Regarding Parcel ED-3
Advocates for the Oak Ridge Reservation
112 Newcrest Lane
Oak Ridge, Tennessee 37830
November 11, 2000
Addressed to individual federal and local officials
Advocates for the Oak Ridge Reservation are writing to ask you to urge the Department of Energy to withdraw the recently proposed leasing of 450 acres of land (called Parcel ED-3) on the DOE's Oak Ridge Reservation for commercial and industrial development. We believe this proposal is a poorly conceived idea that will be counterproductive to its stated objective of promoting economic development in the region. Our reasons are outlined below.
No need exists to develop the 450 acres called parcel ED-3. An extensive industrial park, the Horizon Center (formerly called parcel ED-1), has been established for the same purpose on DOE land nearby. Horizon Center occupies over 900 acres. Its development has barely begun due to lack of funding to complete the infrastructure, and only one tenant has been signed to date. Even closer to Parcel ED-3 there is considerable unoccupied "brownfield" land available for industrial redevelopment and reuse at the former K-25 Site, now known as the East Tennessee Technology Park.
A new development at ED-3 would siphon scarce funds away from the redevelopment of the K-25 Site and the development of Horizon Center. It would also create competition for industrial tenants. It makes no sense to create competition nearby that will lessen the sense that Horizon Center is a vibrant center of activity -- rather than a park "going begging" for tenants.
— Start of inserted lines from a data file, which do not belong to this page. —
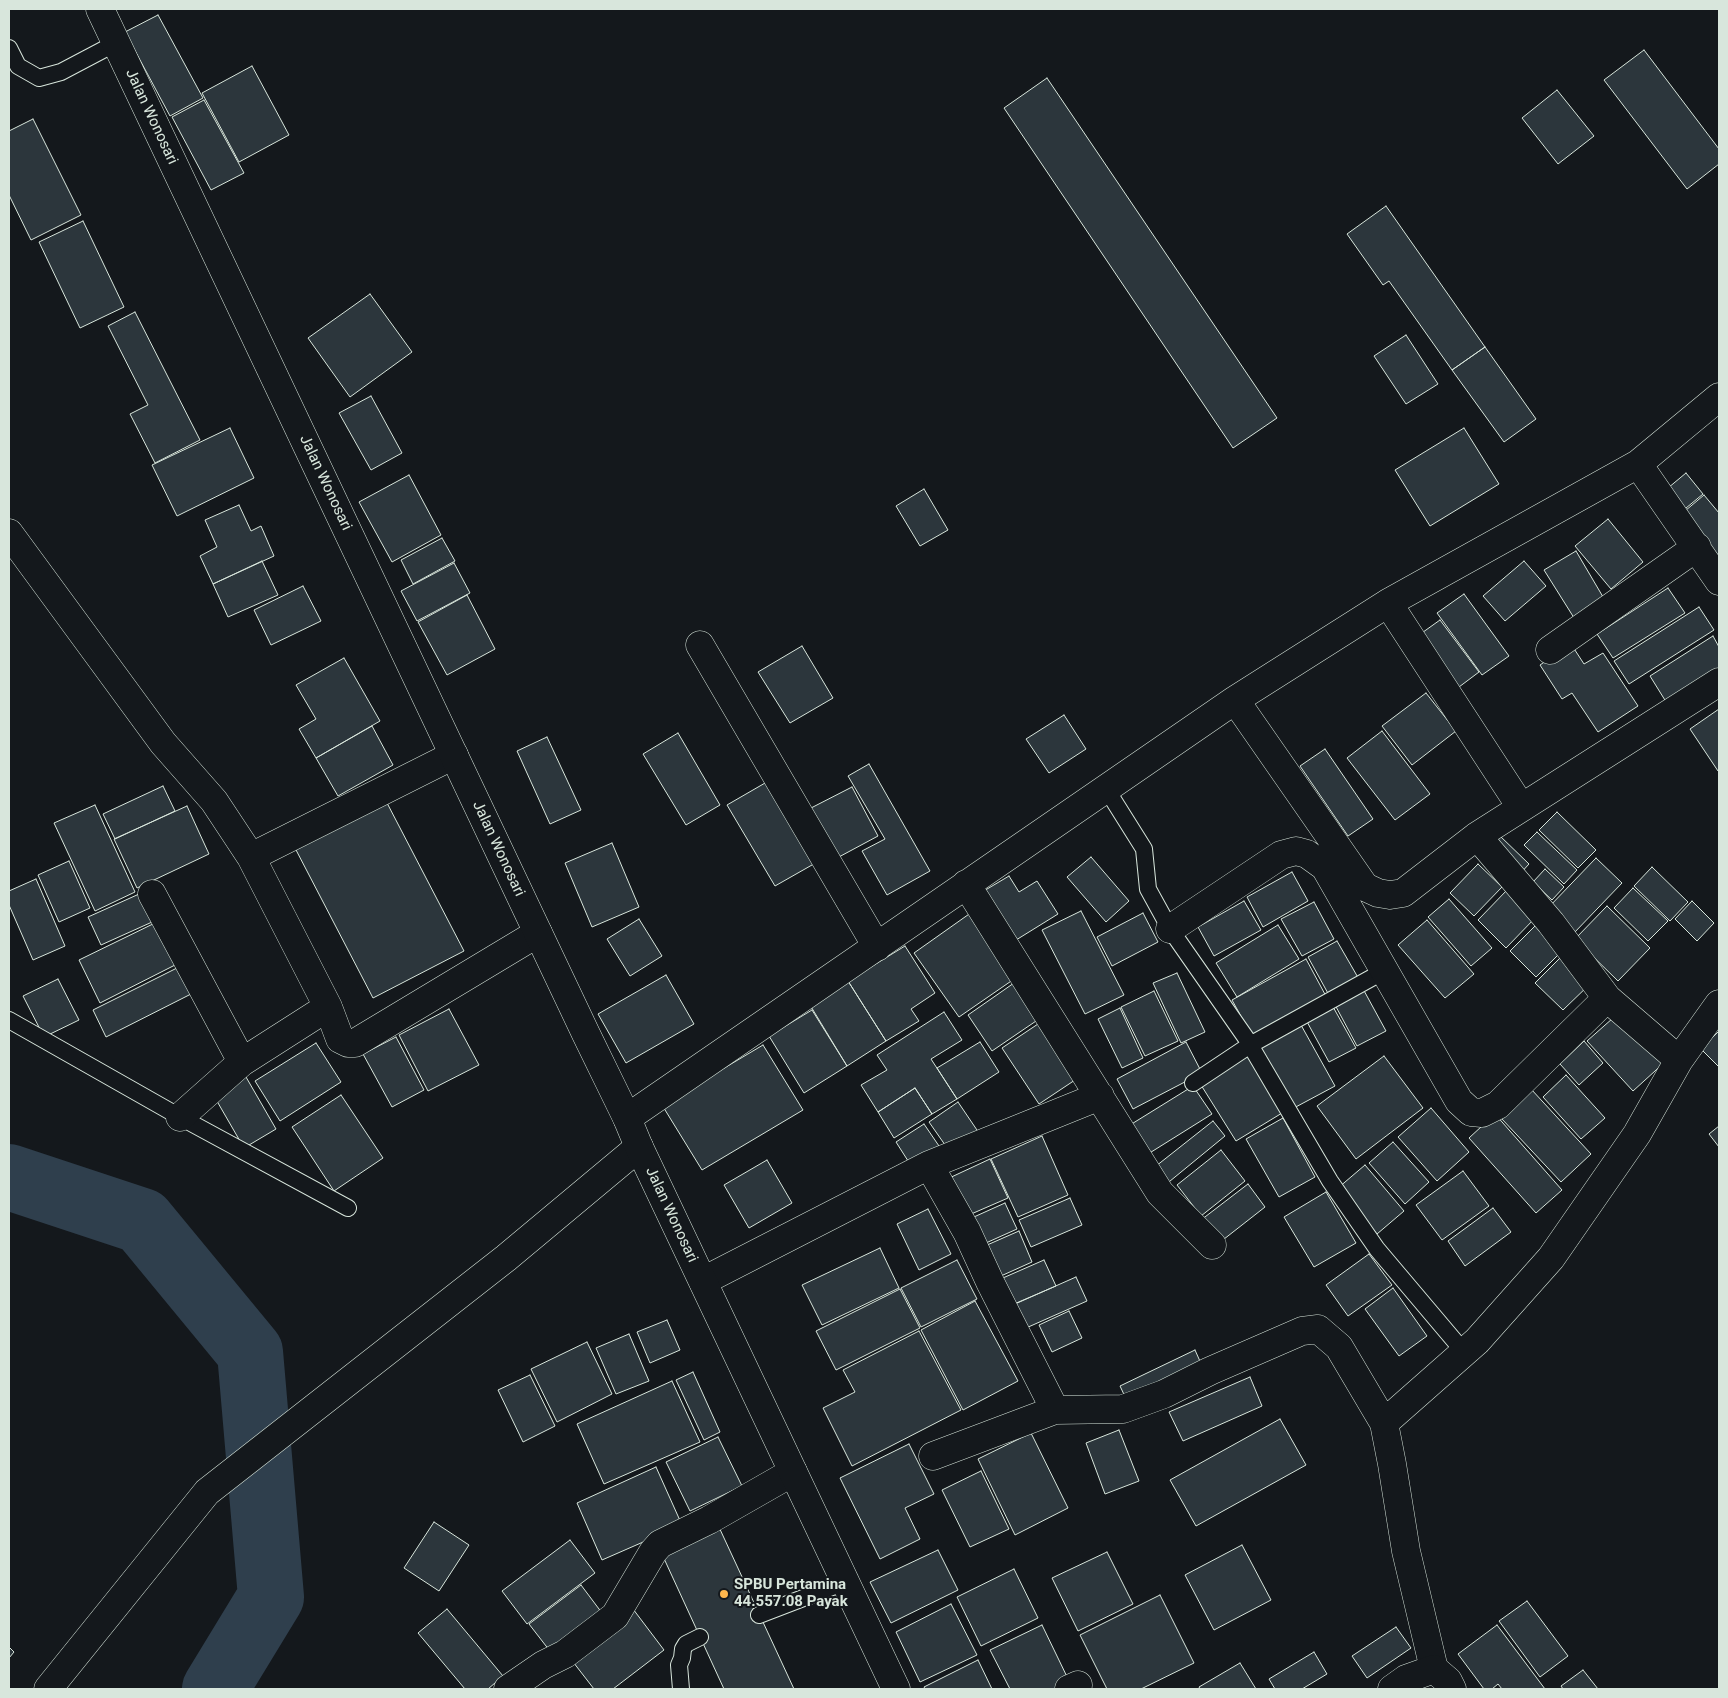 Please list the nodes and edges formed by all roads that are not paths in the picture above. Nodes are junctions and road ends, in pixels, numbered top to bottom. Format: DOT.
graph roads {
  1 [pos="100,9"];
  2 [pos="116,43"];
  3 [pos="9,48"];
  4 [pos="1719,397"];
  5 [pos="1638,464"];
  6 [pos="9,533"];
  7 [pos="1697,547"];
  8 [pos="1719,581"];
  9 [pos="1388,602"];
  10 [pos="700,645"];
  11 [pos="1550,650"];
  12 [pos="1719,682"];
  13 [pos="1235,700"];
  14 [pos="454,755"];
  15 [pos="1107,790"];
  16 [pos="1521,807"];
  17 [pos="1476,836"];
  18 [pos="252,857"];
  19 [pos="966,884"];
  20 [pos="152,894"];
  21 [pos="1170,929"];
  22 [pos="538,933"];
  23 [pos="877,947"];
  24 [pos="1384,971"];
  25 [pos="1607,998"];
  26 [pos="1719,1004"];
  27 [pos="328,1007"];
  28 [pos="9,1020"];
  29 [pos="1250,1045"];
  30 [pos="1679,1060"];
  31 [pos="242,1062"];
  32 [pos="1193,1082"];
  33 [pos="1100,1096"];
  34 [pos="180,1117"];
  35 [pos="627,1118"];
  36 [pos="639,1147"];
  37 [pos="929,1165"];
  38 [pos="348,1208"];
  39 [pos="1212,1245"];
  40 [pos="703,1281"];
  41 [pos="1464,1352"];
  42 [pos="1054,1410"];
  43 [pos="1384,1423"];
  44 [pos="933,1456"];
  45 [pos="793,1472"];
  46 [pos="845,1582"];
  47 [pos="759,1614"];
  48 [pos="700,1637"];
  49 [pos="1434,1669"];
  50 [pos="48,1689"];
  51 [pos="508,1689"];
  52 [pos="681,1689"];
  53 [pos="894,1689"];
  54 [pos="1392,1689"];
  55 [pos="1452,1689"];
  1 -- 2 [label="main road, Jalan Wonosari"];
  2 -- 3 [label="lane"];
  2 -- 14 [label="main road, Jalan Wonosari"];
  4 -- 5 [label="main road"];
  5 -- 7 [label="main road"];
  5 -- 9 [label="main road"];
  6 -- 18 [label="main road"];
  7 -- 8 [label="main road"];
  7 -- 11 [label="main road"];
  9 -- 13 [label="main road"];
  9 -- 16 [label="main road"];
  10 -- 23 [label="main road"];
  12 -- 16 [label="main road"];
  13 -- 15 [label="main road"];
  13 -- 17 [label="main road"];
  14 -- 18 [label="main road"];
  14 -- 22 [label="main road, Jalan Wonosari"];
  15 -- 19 [label="main road"];
  15 -- 21 [label="lane"];
  16 -- 17 [label="main road"];
  17 -- 25 [label="main road"];
  18 -- 27 [label="main road"];
  19 -- 23 [label="main road"];
  19 -- 33 [label="main road"];
  20 -- 31 [label="main road"];
  21 -- 24 [label="main road"];
  21 -- 29 [label="lane"];
  22 -- 27 [label="main road"];
  22 -- 35 [label="main road, Jalan Wonosari"];
  23 -- 35 [label="main road"];
  24 -- 25 [label="main road"];
  24 -- 29 [label="lane"];
  25 -- 30 [label="main road"];
  26 -- 30 [label="main road"];
  27 -- 31 [label="main road"];
  28 -- 34 [label="lane"];
  29 -- 32 [label="lane"];
  29 -- 41 [label="lane"];
  30 -- 41 [label="main road"];
  31 -- 34 [label="main road"];
  33 -- 37 [label="main road"];
  33 -- 39 [label="main road"];
  34 -- 38 [label="lane"];
  35 -- 36 [label="main road, Jalan Wonosari"];
  36 -- 40 [label="main road, Jalan Wonosari"];
  36 -- 50 [label="main road"];
  37 -- 40 [label="main road"];
  37 -- 42 [label="main road"];
  40 -- 45 [label="main road, Jalan Wonosari"];
  41 -- 43 [label="main road"];
  42 -- 43 [label="main road"];
  42 -- 44 [label="main road"];
  43 -- 49 [label="main road"];
  45 -- 46 [label="main road, Jalan Wonosari"];
  45 -- 51 [label="main road"];
  46 -- 47 [label="lane"];
  46 -- 53 [label="main road, Jalan Wonosari"];
  48 -- 52 [label="lane"];
  49 -- 54 [label="main road"];
  49 -- 55 [label="main road"];
}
Also, it appears that much of ED-3 would be targeted not for industrial use, but for retail and other commercial development, directly competing with existing underutilized commercial space in the Oak Ridge and Roane County communities.
Not only are we concerned that the proposed ED-3 development would not achieve its intended economic benefits, but we believe that it could have significant adverse impacts on other values. There could be significant adverse impacts to the site and physical remnants of the former Wheat Community, a thriving community that stood in this area before lands and homes were taken to build Oak Ridge for the Manhattan Project. The development would obliterate much of the Wheat Historical District, and could indirectly affect both the newly dedicated Wheat African-American Burial Ground and the George Jones Memorial Baptist Church and Cemetery, which is listed on the National Register of Historic Places. The ED-3 development is opposed by many former residents of Wheat, who had their homes taken away by the federal government in the 1940s.
A related concern is that this proposed development could foreclose opportunities for economic benefit from tourism connected with World War II history, the development of the atomic bomb, and the physical legacy of the Manhattan Project, including the remnants of communities like Wheat. The development of ED-3 would not merely replace the existing natural landscape with "neutral buildings," but would destroy its natural beauty, replacing it with ugly strip development.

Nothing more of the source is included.